Description of problem: We'd like to make a feature request for a "restart" option in cluster suite for script resources. The way it is now Cluster Suite can issue “Start”, “Stop” and “Status” options to scripts but no “Restart”. Cluster suite treats restarts as “Stop” and then “Start”. Version-Release number of selected component (if applicable): How reproducible: Steps to Reproduce: 1. 2. 3. Actual results: Expected results: Additional info:
There are a couple of things which may exist now which could implement the desired feature: (1) __independent_subtree tag on nodes in a service tree: <script name="my_script" file="/usr/share/do-this" __independent_subtree="1"/> https://bugzilla.redhat.com/show_bug.cgi?id=239594 This allows rgmanager to recover parts of a service without affecting others. If the script or any of its children fail, the service is restarted from the closest parent which has __independent_subtree specified. Note that if a parent fails, its children are *always* restarted in typical order. Examples: <script name="1" __independent_subtree="1"/> <script name="2" __independent_subtree="1"> <script name="2.1" __independent_subtree="1"/> <script name="2.2" __independent_subtree="0"> <script name="2.2.1" __independent_subtree="0"/> </script> </script> <script name="3" __independent_subtree="0"> <script name="3.1" __independent_subtree="1"/> <script name="3.2" __independent_subtree="0"> <script name="3.2.1" __independent_subtree="0"/> </script> </script> On a failure of... ... these are stop/started 1 1 2 2, 2.1, 2.2, 2.2.1 2.1 2.1 2.2 2.1, 2.2, 2.2.1 2.2.1 2.1, 2.2, 2.2.1 3 (*WHOLE SERVICE*) 3.1 3.1 3.2 (*WHOLE SERVICE*) 3.2.1 (*WHOLE SERVICE*) (2) Adding a special "recover" action as a child of the script, for example: <script name="my_script" file="/usr/share/do-this"> <action name="recover"/> </script> Ordinarily, the <script> agent does not provide the "recover" option; only stop/start semantics.

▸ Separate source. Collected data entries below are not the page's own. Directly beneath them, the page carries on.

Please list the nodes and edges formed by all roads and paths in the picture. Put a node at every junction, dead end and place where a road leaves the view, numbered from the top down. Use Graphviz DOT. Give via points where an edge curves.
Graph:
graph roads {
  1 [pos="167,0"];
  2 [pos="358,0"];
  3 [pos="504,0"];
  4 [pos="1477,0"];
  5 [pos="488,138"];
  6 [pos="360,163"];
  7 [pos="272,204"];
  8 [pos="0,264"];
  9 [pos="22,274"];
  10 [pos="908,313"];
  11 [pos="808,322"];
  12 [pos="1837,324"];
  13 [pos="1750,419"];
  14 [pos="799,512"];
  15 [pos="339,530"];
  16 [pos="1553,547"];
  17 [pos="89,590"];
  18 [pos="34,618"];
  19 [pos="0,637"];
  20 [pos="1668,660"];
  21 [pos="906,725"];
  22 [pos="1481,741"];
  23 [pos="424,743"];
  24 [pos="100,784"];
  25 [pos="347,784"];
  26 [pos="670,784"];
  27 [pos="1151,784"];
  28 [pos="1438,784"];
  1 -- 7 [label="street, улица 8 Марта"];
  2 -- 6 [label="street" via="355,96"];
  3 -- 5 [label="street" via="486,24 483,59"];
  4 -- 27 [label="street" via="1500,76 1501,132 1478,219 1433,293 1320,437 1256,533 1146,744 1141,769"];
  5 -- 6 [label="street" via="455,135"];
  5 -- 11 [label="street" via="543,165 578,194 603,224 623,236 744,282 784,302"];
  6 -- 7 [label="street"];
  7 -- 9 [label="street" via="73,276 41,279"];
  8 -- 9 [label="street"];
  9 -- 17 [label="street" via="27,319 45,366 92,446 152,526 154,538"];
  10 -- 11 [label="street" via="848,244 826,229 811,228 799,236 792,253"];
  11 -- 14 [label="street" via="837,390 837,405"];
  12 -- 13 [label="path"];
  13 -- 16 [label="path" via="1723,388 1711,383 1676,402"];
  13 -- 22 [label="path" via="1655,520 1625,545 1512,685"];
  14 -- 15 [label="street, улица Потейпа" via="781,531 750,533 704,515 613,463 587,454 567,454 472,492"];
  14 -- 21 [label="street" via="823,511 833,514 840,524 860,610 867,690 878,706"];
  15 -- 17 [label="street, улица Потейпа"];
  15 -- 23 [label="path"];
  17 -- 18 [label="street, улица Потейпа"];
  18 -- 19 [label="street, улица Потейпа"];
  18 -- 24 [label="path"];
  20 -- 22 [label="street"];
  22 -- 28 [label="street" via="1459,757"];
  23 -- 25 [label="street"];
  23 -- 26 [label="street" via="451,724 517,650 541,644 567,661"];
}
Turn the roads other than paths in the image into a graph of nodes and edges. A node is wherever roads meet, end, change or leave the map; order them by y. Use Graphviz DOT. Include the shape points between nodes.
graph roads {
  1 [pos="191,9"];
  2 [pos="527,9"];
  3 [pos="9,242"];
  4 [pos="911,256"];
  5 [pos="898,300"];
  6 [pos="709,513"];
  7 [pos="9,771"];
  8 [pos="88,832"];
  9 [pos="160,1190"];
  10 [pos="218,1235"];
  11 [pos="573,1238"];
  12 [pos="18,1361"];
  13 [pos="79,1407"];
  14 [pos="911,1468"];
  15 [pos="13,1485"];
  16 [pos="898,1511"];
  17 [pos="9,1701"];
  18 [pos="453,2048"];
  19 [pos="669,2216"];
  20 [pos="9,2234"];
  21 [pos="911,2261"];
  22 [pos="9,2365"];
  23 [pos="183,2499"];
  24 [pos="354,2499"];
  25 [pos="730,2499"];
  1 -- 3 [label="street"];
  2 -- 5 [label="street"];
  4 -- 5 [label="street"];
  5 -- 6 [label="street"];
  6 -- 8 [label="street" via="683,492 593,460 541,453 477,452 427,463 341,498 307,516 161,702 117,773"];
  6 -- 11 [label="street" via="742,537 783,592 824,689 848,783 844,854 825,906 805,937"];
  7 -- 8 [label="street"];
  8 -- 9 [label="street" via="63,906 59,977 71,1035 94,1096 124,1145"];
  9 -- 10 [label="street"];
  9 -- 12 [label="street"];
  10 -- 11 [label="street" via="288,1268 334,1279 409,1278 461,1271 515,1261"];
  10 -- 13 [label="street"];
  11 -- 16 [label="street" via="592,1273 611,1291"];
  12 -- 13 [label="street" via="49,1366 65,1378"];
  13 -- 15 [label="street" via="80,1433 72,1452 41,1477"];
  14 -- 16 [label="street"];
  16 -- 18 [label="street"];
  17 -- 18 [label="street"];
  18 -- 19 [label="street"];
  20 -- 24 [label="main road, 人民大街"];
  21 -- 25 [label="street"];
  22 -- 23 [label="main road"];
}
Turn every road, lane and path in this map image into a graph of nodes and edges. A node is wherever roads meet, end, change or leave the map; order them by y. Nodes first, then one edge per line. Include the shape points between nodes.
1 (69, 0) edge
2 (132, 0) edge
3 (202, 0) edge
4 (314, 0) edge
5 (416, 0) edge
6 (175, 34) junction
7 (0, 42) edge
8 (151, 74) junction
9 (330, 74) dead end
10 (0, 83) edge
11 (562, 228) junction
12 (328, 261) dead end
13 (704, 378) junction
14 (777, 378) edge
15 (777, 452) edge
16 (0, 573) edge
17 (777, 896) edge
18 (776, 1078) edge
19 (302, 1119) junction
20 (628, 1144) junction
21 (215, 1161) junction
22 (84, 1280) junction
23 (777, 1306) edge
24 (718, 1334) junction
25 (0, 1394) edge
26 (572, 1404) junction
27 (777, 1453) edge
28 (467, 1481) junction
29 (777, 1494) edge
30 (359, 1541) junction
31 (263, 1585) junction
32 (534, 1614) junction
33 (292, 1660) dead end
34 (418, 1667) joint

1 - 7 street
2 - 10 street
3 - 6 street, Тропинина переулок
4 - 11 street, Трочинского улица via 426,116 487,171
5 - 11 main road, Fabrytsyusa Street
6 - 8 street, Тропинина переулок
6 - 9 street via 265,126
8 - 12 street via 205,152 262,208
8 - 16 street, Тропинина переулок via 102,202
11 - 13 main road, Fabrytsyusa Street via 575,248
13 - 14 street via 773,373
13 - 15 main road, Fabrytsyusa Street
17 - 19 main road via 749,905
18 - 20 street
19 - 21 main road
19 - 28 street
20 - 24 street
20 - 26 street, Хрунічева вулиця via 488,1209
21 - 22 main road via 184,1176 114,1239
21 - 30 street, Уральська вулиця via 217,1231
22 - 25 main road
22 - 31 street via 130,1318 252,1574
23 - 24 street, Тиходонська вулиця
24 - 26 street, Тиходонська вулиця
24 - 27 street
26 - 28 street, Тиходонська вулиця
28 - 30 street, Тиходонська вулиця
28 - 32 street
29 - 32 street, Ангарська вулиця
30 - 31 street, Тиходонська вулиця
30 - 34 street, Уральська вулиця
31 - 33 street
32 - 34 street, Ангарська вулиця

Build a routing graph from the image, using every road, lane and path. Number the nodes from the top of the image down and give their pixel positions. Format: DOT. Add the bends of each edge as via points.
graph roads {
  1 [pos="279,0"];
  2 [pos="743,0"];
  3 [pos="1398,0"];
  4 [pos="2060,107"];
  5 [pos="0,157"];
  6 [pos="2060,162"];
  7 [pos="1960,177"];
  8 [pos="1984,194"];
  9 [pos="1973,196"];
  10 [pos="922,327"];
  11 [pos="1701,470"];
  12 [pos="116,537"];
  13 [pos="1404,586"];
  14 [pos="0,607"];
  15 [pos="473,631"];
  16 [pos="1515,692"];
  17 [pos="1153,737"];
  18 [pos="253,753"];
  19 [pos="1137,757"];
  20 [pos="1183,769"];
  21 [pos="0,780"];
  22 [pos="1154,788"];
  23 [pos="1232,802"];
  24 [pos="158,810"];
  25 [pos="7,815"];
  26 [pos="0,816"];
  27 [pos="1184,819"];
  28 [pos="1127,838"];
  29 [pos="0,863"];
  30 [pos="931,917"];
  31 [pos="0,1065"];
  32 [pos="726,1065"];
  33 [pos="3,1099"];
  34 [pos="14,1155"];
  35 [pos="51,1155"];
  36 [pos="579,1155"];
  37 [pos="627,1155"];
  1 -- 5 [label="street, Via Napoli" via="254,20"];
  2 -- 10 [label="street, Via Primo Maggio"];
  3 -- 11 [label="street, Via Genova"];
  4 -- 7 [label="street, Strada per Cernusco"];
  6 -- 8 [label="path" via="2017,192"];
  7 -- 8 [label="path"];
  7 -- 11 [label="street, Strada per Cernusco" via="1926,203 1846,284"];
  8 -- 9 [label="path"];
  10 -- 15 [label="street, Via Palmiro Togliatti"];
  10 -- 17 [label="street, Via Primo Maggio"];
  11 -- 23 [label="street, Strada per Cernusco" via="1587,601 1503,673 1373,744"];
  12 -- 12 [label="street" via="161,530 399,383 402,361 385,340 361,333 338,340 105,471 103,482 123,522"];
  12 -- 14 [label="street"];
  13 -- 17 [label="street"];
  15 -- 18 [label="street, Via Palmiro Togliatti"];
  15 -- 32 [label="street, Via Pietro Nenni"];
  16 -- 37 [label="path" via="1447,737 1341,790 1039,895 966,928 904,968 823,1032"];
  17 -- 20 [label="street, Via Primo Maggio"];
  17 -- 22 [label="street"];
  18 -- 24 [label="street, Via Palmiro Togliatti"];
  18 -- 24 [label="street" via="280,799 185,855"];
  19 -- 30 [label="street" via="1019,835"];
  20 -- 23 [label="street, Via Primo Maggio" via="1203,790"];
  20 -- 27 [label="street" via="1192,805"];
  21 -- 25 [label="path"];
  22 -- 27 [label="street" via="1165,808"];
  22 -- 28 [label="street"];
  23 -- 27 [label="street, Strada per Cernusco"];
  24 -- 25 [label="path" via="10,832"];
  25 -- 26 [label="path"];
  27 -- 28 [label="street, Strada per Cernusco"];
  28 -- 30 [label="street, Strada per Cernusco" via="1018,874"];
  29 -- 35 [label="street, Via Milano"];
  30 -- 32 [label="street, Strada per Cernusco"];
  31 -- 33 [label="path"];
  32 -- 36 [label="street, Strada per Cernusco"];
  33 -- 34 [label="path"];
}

Adding it in cluster.conf will cause the script agent to receive the "recover" argument after a status check failure. In our example, it would be the same as doing: /usr/share/do-this recover This differs from __independent_subtree in that if a "recover" action is called, child resources are not affected.
The Oracle 10g failover agent here: http://people.redhat.com/lhh/oracle-rhcs4-notes-0.5/oracle-notes.html ... uses internal check-restarts for some components of the system. That's one other option that's always available.